Sustainable Replacements for PFAS

We're addressing the environmental and human health impact of PFAS ‘forever chemicals’ by accelerating the discovery of sustainable replacements and improved capture materials.


Per- and polyfluoroalkyl substances (PFASs), a large class of organofluorine compounds and materials, are an important emerging class of persistent environmental pollutants with harmful environmental and human health impacts. The identification, assessment, replacement, and remediation of PFAS chemicals and materials is an urgent global sustainability grand challenge that will require the adoption of new knowledge-centric computing systems to converge many disparate scientific disciplines and technologies to accelerate computational and experimental workflows. Critically, the recent expansion of the PFAS class definition from thousands to over a million compounds and materials has further complicated the task as multiple class definitions are now simultaneously under consideration by different regulatory agencies. Given the size of the chemical and materials space now potentially labelled as PFAS, it is an enormous challenge for individual scientists, single institutions, and even collective industries to assess if they have a PFAS challenge, determine how large it is, and know how to handle it. The world is struggling to find answers to fundamental questions about PFAS, which have scaled beyond the capabilities of our traditional discovery paradigms. To develop replacements and solutions quickly to meet the demand for positive sustainable outcomes, requires an approach to chemical innovation processes that is much quicker than traditional methods. Addressing the PFAS challenge will require an unprecedented convergence of tools, technologies, domain expertise, and stakeholders. We believe that the only feasible path to identification, assessment, replacement, and remediation of per- and polyfluoroalkyl substances (PFAS) chemicals and materials on the timescale required is the adoption of Accelerated Discovery methods. These methods center around the use of knowledge-centric systems and tools based on data informatics, intelligent simulation, and artificial intelligence to ingest, organize, measure, and deploy PFAS-related knowledge from a diverse array of sources, experts, and stakeholders in an accessible way. This expedited process involves two parts: an open PFAS toolkit with a focused ecosystem of contributors to accelerate knowledge capture and development of PFAS chemicals and a concerted effort to drive research into replacement and remediation.

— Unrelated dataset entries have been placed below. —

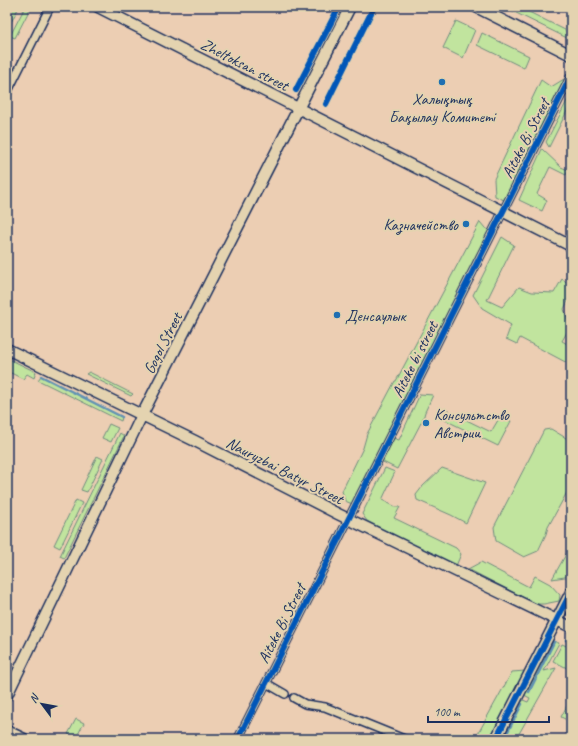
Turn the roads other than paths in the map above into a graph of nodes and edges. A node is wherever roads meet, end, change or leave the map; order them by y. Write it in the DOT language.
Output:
graph roads {
  1 [pos="50,7"];
  2 [pos="98,7"];
  3 [pos="350,7"];
  4 [pos="476,7"];
  5 [pos="571,55"];
  6 [pos="571,76"];
  7 [pos="7,93"];
  8 [pos="298,109"];
  9 [pos="503,212"];
  10 [pos="571,246"];
  11 [pos="7,349"];
  12 [pos="142,415"];
  13 [pos="348,519"];
  14 [pos="571,592"];
  15 [pos="557,620"];
  16 [pos="571,627"];
  17 [pos="266,683"];
  18 [pos="285,694"];
  19 [pos="7,695"];
  20 [pos="294,698"];
  21 [pos="7,731"];
  22 [pos="24,739"];
  23 [pos="238,739"];
  24 [pos="404,739"];
  25 [pos="496,739"];
  1 -- 7 [label="street"];
  2 -- 8 [label="main road, Zheltoksan street"];
  3 -- 8 [label="main road, Gogol Street"];
  4 -- 5 [label="main road"];
  6 -- 9 [label="street, Aiteke Bi Street"];
  8 -- 9 [label="main road, Zheltoksan street"];
  8 -- 12 [label="main road, Gogol Street"];
  9 -- 10 [label="main road, Zheltoksan street"];
  9 -- 13 [label="street, Aiteke bi street"];
  11 -- 12 [label="main road, Nauryzbai Batyr Street"];
  12 -- 13 [label="main road, Nauryzbai Batyr Street"];
  12 -- 19 [label="main road, Gogol Street"];
  13 -- 15 [label="main road, Nauryzbai Batyr Street"];
  13 -- 17 [label="street, Aiteke Bi Street"];
  14 -- 15 [label="main road"];
  15 -- 16 [label="main road, Nauryzbai Batyr Street"];
  15 -- 25 [label="main road"];
  17 -- 18 [label="street"];
  17 -- 23 [label="street, Aiteke Bi Street"];
  20 -- 24 [label="street"];
  21 -- 22 [label="main road"];
}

IBM along with four partners - OntoChem, the University of Pittsburgh, Cornell University, and NuMat Technologies (with additional guidance from the Semiconductor Industry Association PFAS Consortium and the Division of the National Toxicology Program – National Institute of Environmental Health Sciences) was recently awarded a 2022 Convergence Accelerator Phase 1 award by the National Science Foundation to help build out and demonstrate these capabilities.

The PFAS Toolkit for Innovating Replacements (PFASTIR) program will converge knowledge-centric systems, computational tools, and multiple scientific disciplines to develop data and tools to accelerate the design of environmentally sustainable chemicals, materials, and processes intended to replace, capture, and/or destroy PFAS chemicals and materials. Our vision includes the construction of tools like a PFAS knowledge hub with comprehensive coverage of PFAS chemicals, including classifications, associations with roles and applications, physicochemical properties; predictive models for physicochemical properties, transformations under environmental and industrial conditions, environmental and toxicology endpoints, selective capture by absorbent materials; and a framework for a multi-dimensional level-of-knowledge assessment of PFAS molecules and classes to reveal important knowledge gaps.